Since the output gear 122a of the compound gear 122 mesh with the first gear 126 the nut 114 is thus caused to rotate at a reduced speed in a clockwise direction.

Thus, clockwise rotation of the screw 112 relative to a fixed point causes clockwise rotation of the nut 114 relative to that point, but at a different rate. There is thus a decrease in relative rotational motion between the nut 114 and the screw 112, compared to that between the outer drive member 202 and the screw 112 (and the nut 14 and the screw 12 of the screw actuator

of figure 1). Because it is the relative rotation of the screw 112 and nut 114 which gives rise to the relative linear movement of the screw and outer drive member 202 this results in a consequential reduction in the lead rate of the screw actuator. If the gear ratios of the end plate 120, the reduction gear assembly 122 and the first gear 126 are chosen correctly, the lead rate of the screw actuator can be reduced to the same or substantially the same as the lead rate in the jammed condition.
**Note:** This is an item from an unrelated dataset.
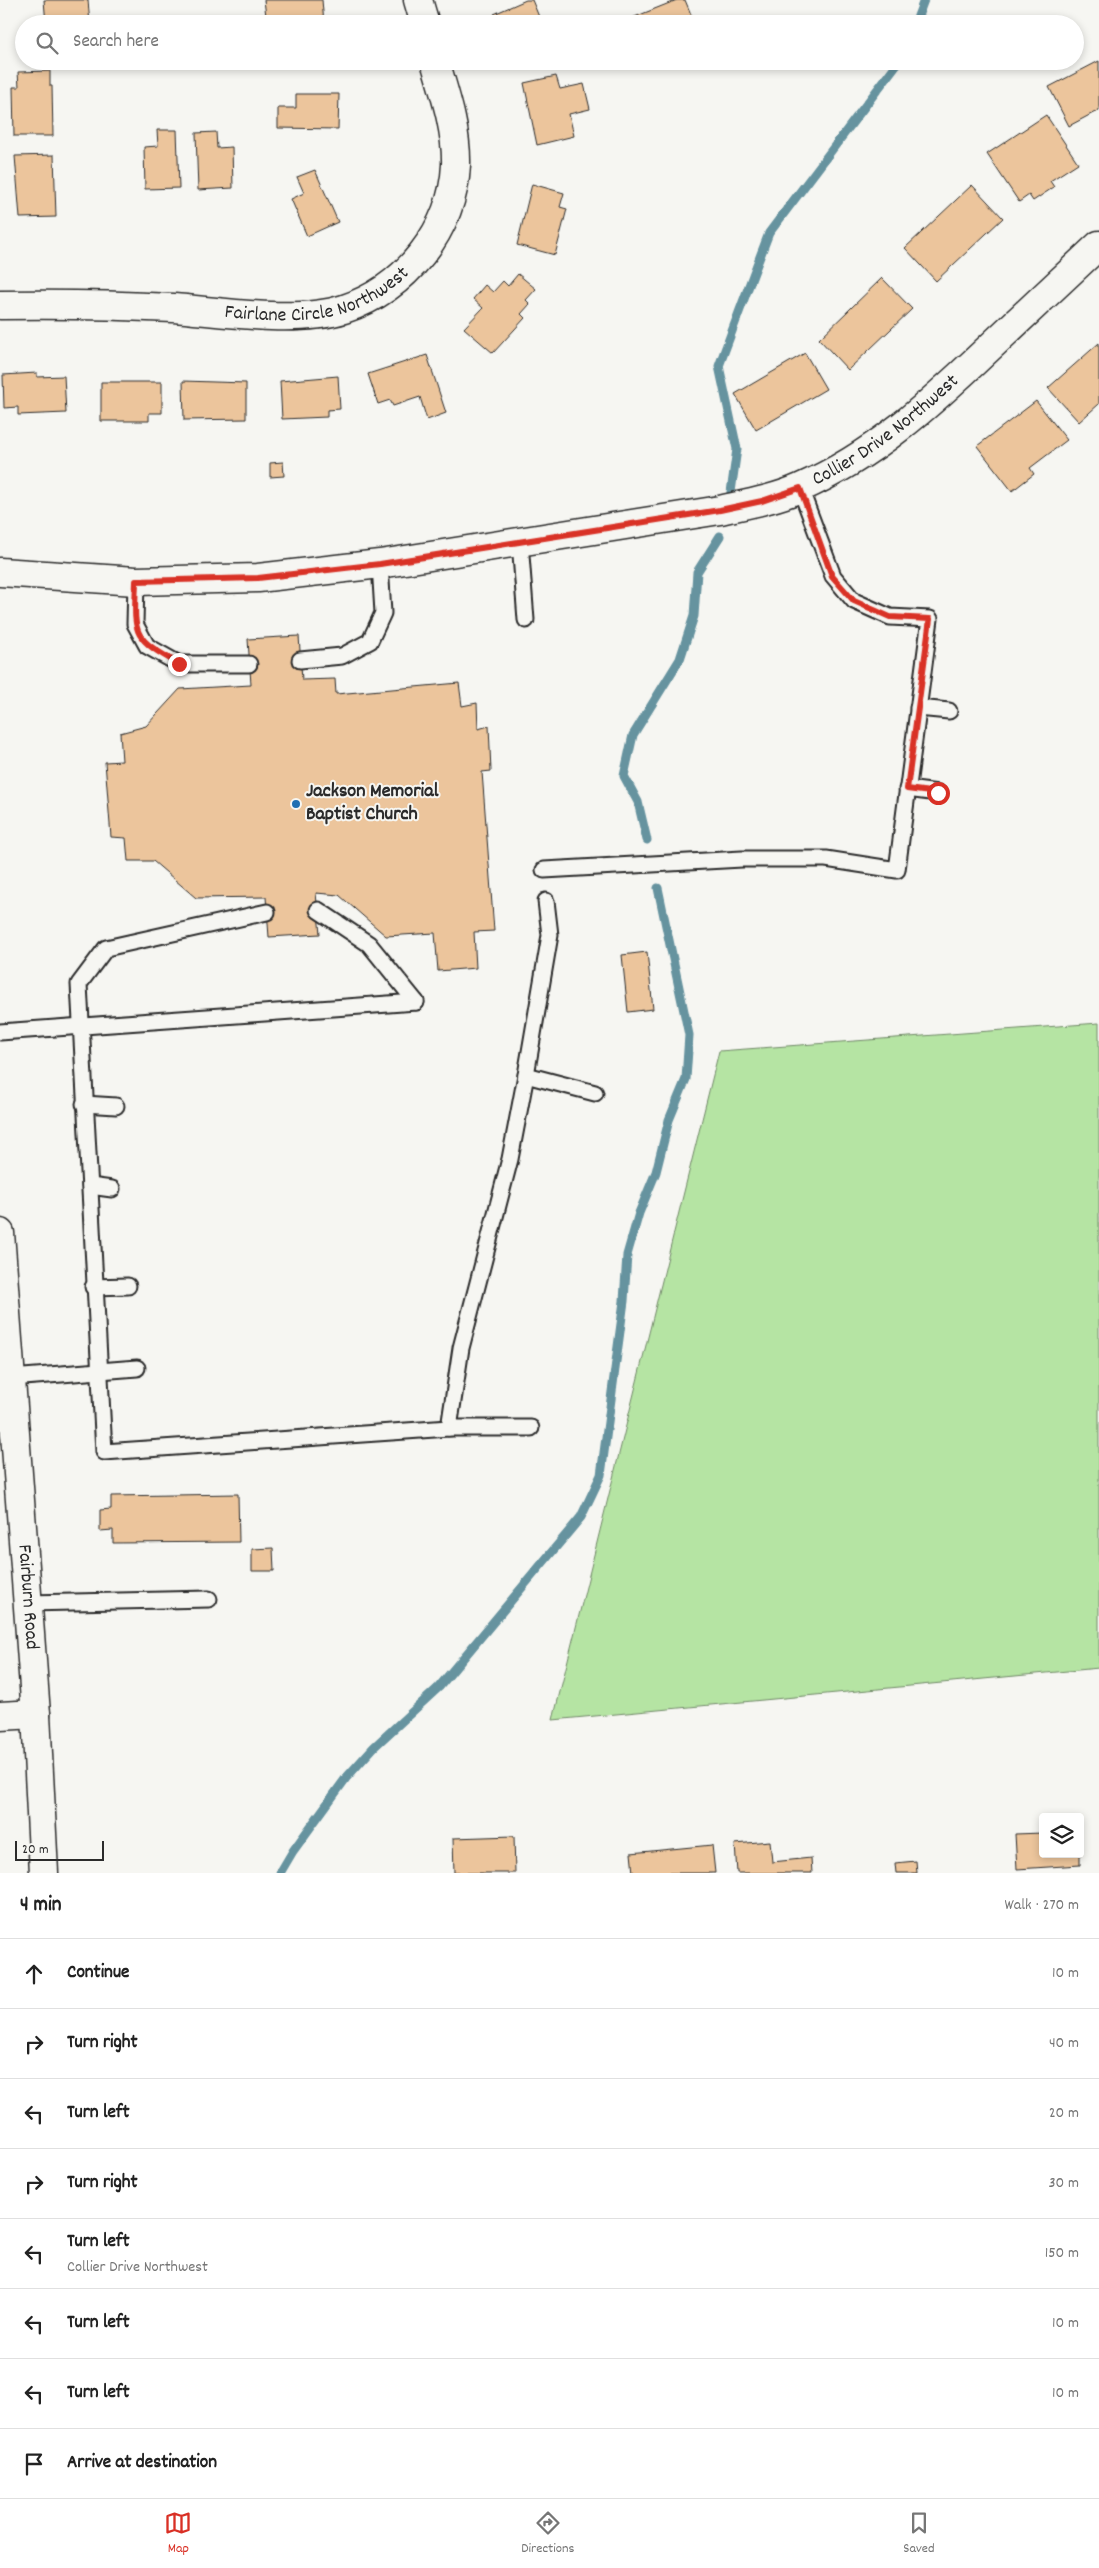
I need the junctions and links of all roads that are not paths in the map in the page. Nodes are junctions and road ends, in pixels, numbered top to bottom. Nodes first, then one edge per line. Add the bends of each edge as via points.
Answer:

Figure 3 is a perspective view, partly in section, showing a practical form of the actuator of Figure 2 in detail. A timing gear 300 is shown which allows the rollers 116 to precess the correct amount whilst preventing axial movement.

The lead rate of the screw actuator of the present invention allows for a substantially constant lead rate, even if the rollers 116 become jammed. In addition, it will be appreciated that in this example the number of rotations of the screw 112 must be increased by a factor of three compared with the screw actuator of figure 1 to obtain the same linear movement of the outer drive member 202.

As is mentioned above, it will be appreciated that rotational drive can equally be applied to the outer drive member 202 rather than the screw. In this instance, the outer drive member 202 becomes the input drive member and the screw 112 becomes the output drive member.

In addition, the invention may be applicable also to recirculating roller screw actuators.

It will be apparent to the skilled person that the present invention is arranged to adjust the lead rate of the screw actuator in the unjammed condition to match its lead rate in the jammed condition thereby to maintain the lead rate of the screw actuator at a constant value regardless of whether the screw actuator is in the jammed or unjammed condition. This renders the screw actuator virtually insensitive to this type of failure mode. This provides significantly greater reliability and safety for flight control systems.